The story about Isaac Crosby is also fanciful. He may have had nineteen children (by, I agree, two wives) but there is no record that he served in the Revolutionary War. He would have been in his late fifties and early sixties then, back in the days when sixty was really old. The sixties may be the new fifties now, but then they were old sixties. As to earlier service, there is no record of him in the New York Colonial Muster Rolls 1664-1775. In Dutchess County rolls for 1758, when Isaac would have been a reasonable 40, the only Crosby was Reuben, 23, born Dutchess [son of Joshua]. Other Crosbys 1755-1761 were Theodorus, 20 in 1760, born Boston [son of Joshua] and Elijah, 19 in 1761, born Boston, [also a son of Joshua]. There was an Ebenezer, 22 in 1755, no location given, and three entries for Michael Crosby, 30-33, born Ireland, serving in NYC, Suffolk, and Westchester.

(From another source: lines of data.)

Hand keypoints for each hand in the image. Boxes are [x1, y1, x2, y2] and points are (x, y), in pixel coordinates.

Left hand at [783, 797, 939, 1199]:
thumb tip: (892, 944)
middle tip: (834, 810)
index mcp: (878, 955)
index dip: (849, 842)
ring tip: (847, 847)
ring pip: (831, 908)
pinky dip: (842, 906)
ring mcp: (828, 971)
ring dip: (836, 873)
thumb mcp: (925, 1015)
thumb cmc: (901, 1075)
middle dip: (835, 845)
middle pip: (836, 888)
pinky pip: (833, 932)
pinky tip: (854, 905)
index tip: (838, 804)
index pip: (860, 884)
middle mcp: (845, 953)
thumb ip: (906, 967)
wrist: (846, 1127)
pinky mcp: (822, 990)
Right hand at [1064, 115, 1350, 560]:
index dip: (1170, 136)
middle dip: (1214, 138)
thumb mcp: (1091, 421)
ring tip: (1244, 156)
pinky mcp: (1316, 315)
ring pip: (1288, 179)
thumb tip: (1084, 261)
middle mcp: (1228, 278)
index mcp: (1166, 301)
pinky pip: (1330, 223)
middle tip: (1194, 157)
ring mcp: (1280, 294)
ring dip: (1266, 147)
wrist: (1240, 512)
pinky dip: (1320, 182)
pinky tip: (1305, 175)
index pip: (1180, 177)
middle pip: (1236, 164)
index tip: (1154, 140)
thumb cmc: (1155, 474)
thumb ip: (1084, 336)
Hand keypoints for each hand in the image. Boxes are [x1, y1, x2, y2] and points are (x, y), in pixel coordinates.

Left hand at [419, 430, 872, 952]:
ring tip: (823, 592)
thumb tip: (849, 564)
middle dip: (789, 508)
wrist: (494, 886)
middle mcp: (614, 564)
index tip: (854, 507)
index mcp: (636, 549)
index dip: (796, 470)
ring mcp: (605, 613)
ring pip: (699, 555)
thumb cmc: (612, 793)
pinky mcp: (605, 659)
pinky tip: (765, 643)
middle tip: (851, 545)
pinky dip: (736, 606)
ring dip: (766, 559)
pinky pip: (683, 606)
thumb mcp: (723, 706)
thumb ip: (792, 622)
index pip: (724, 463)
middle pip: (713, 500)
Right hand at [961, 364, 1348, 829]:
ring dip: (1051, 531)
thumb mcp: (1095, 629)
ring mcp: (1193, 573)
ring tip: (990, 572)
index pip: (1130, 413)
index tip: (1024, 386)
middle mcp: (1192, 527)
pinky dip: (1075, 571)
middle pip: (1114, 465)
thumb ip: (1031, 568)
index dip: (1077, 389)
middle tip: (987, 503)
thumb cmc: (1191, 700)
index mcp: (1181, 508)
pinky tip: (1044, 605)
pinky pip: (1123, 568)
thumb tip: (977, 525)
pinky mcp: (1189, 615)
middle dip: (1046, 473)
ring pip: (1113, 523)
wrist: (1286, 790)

In the Philpse Highland patent, sections 1,3,4,5,7, and 9 were owned by two daughters who married and remained Tories. The papers pertaining to their lands do not survive. Only sections 2,6, and 8 were owned by the patriot son and some of those papers do survive. Some of his lessees were Tories and their plots were confiscated by the Committee of Forfeiture, and generally appear in vol. 8 of Dutchess Deeds. Most of the Oblong residents were patriots, but a few were Tories who are in vol. 8.

Do you think that Susan died in Schoharie county, and Elisha and young Phebe moved to Bainbridge with his son Joshua or daughter Patty? Elisha lived with them until he died in 1818, and Phebe until she married neighboring Benjamin Peck there in 1817. So Elisha didn’t need to buy his own land in Chenango county. You didn’t find Elisha in Schoharie deeds, but I agree that the Mortgages in Schoharie should be read.

Of course, Susan might have been a Rooker and that’s why two seemingly unconnected men signed a co-lease. I wish more was known about Joseph Rooker. Is Rooker the real spelling of his name, or is it something like Hooker with a R/H handwriting problem?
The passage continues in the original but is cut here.